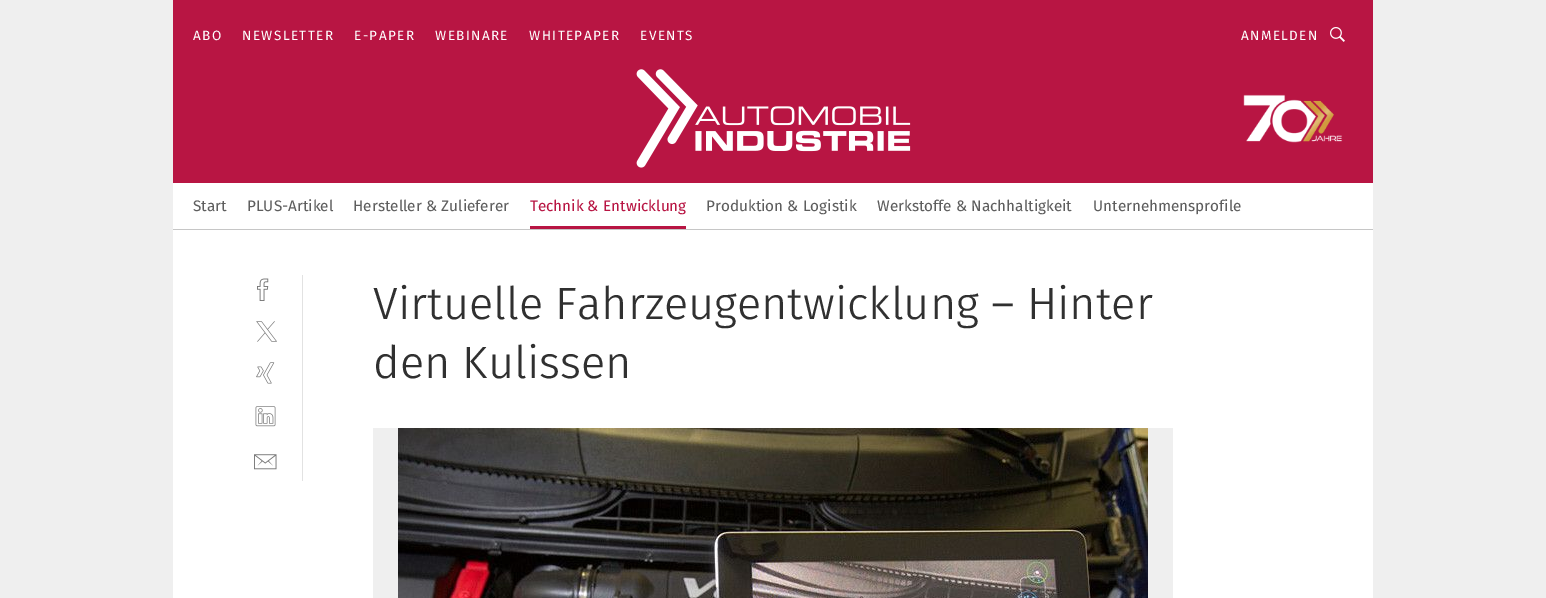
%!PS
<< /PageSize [1546 598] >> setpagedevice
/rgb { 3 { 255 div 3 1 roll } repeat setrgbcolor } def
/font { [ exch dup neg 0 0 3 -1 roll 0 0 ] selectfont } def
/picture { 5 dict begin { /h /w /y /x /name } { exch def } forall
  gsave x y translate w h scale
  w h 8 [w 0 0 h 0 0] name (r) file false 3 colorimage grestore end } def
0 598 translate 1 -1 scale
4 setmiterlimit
239 239 239 rgb
0 0 1546 598 rectfill
[
  [173 230 1200 368 255 255 255]
  [173 229 1200 1 198 198 198]
  [173 0 1200 183 184 21 67]
] { aload pop rgb rectfill } forall
(img/1.rgb) 1330 27 15 15 picture
(img/2.rgb) 636 69 275 99 picture
(img/3.rgb) 1243 94 100 49 picture
[
  [173 183 1200 46 255 255 255]
  [530 226 156 3 184 21 67]
  [302 275 1 206 226 226 226]
] { aload pop rgb rectfill } forall
(img/4.rgb) 257 278 12 23 picture
(img/5.rgb) 256 321 21 21 picture
(img/6.rgb) 256 362 19 22 picture
(img/7.rgb) 255 406 21 21 picture
(img/8.rgb) 254 454 23 16 picture
239 239 239 rgb
373 428 800 170 rectfill
(img/9.rgb) 398 428 750 170 picture
/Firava-Regular 13.5 font
255 255 255 rgb
193 40 moveto 1.4 0 (ABO) ashow
242 40 moveto 1.4 0 (NEWSLETTER) ashow
354 40 moveto 1.4 0 (E-PAPER) ashow
435 40 moveto 1.4 0 (WEBINARE) ashow
529 40 moveto 1.4 0 (WHITEPAPER) ashow
640 40 moveto 1.4 0 (EVENTS) ashow
1241 40 moveto 1.4 0 (ANMELDEN) ashow
/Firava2-Regular 15.25 font
94 94 94 rgb
[
  [(Start) 193 211]
  [(PLUS-Artikel) 247 211]
  [(Hersteller & Zulieferer) 353 211]
] { aload pop moveto show } forall
184 21 67 rgb
530 211 moveto (Technik & Entwicklung) show
94 94 94 rgb
[
  [(Produktion & Logistik) 706 211]
  [(Werkstoffe & Nachhaltigkeit) 877 211]
  [(Unternehmensprofile) 1093 211]
] { aload pop moveto show } forall
/Firava-Light 45 font
48 48 48 rgb
373 319 moveto (Virtuelle Fahrzeugentwicklung – Hinter) show
373 378 moveto (den Kulissen) show
showpage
◇ ◇ ◇ ◇ ◇ ◇ ◇
◆ WORK REQUIRED:
Set down, exactly and only, the lines running from the one holding "gsave x y translate w h scale" through the end of the records above, both ends included.

◆ WRITTEN ANSWER:
  gsave x y translate w h scale
  w h 8 [w 0 0 h 0 0] name (r) file false 3 colorimage grestore end } def
0 598 translate 1 -1 scale
4 setmiterlimit
239 239 239 rgb
0 0 1546 598 rectfill
[
  [173 230 1200 368 255 255 255]
  [173 229 1200 1 198 198 198]
  [173 0 1200 183 184 21 67]
] { aload pop rgb rectfill } forall
(img/1.rgb) 1330 27 15 15 picture
(img/2.rgb) 636 69 275 99 picture
(img/3.rgb) 1243 94 100 49 picture
[
  [173 183 1200 46 255 255 255]
  [530 226 156 3 184 21 67]
  [302 275 1 206 226 226 226]
] { aload pop rgb rectfill } forall
(img/4.rgb) 257 278 12 23 picture
(img/5.rgb) 256 321 21 21 picture
(img/6.rgb) 256 362 19 22 picture
(img/7.rgb) 255 406 21 21 picture
(img/8.rgb) 254 454 23 16 picture
239 239 239 rgb
373 428 800 170 rectfill
(img/9.rgb) 398 428 750 170 picture
/Firava-Regular 13.5 font
255 255 255 rgb
193 40 moveto 1.4 0 (ABO) ashow
242 40 moveto 1.4 0 (NEWSLETTER) ashow
354 40 moveto 1.4 0 (E-PAPER) ashow
435 40 moveto 1.4 0 (WEBINARE) ashow
529 40 moveto 1.4 0 (WHITEPAPER) ashow
640 40 moveto 1.4 0 (EVENTS) ashow
1241 40 moveto 1.4 0 (ANMELDEN) ashow
/Firava2-Regular 15.25 font
94 94 94 rgb
[
  [(Start) 193 211]
  [(PLUS-Artikel) 247 211]
  [(Hersteller & Zulieferer) 353 211]
] { aload pop moveto show } forall
184 21 67 rgb
530 211 moveto (Technik & Entwicklung) show
94 94 94 rgb
[
  [(Produktion & Logistik) 706 211]
  [(Werkstoffe & Nachhaltigkeit) 877 211]
  [(Unternehmensprofile) 1093 211]
] { aload pop moveto show } forall
/Firava-Light 45 font
48 48 48 rgb
373 319 moveto (Virtuelle Fahrzeugentwicklung – Hinter) show
373 378 moveto (den Kulissen) show
showpage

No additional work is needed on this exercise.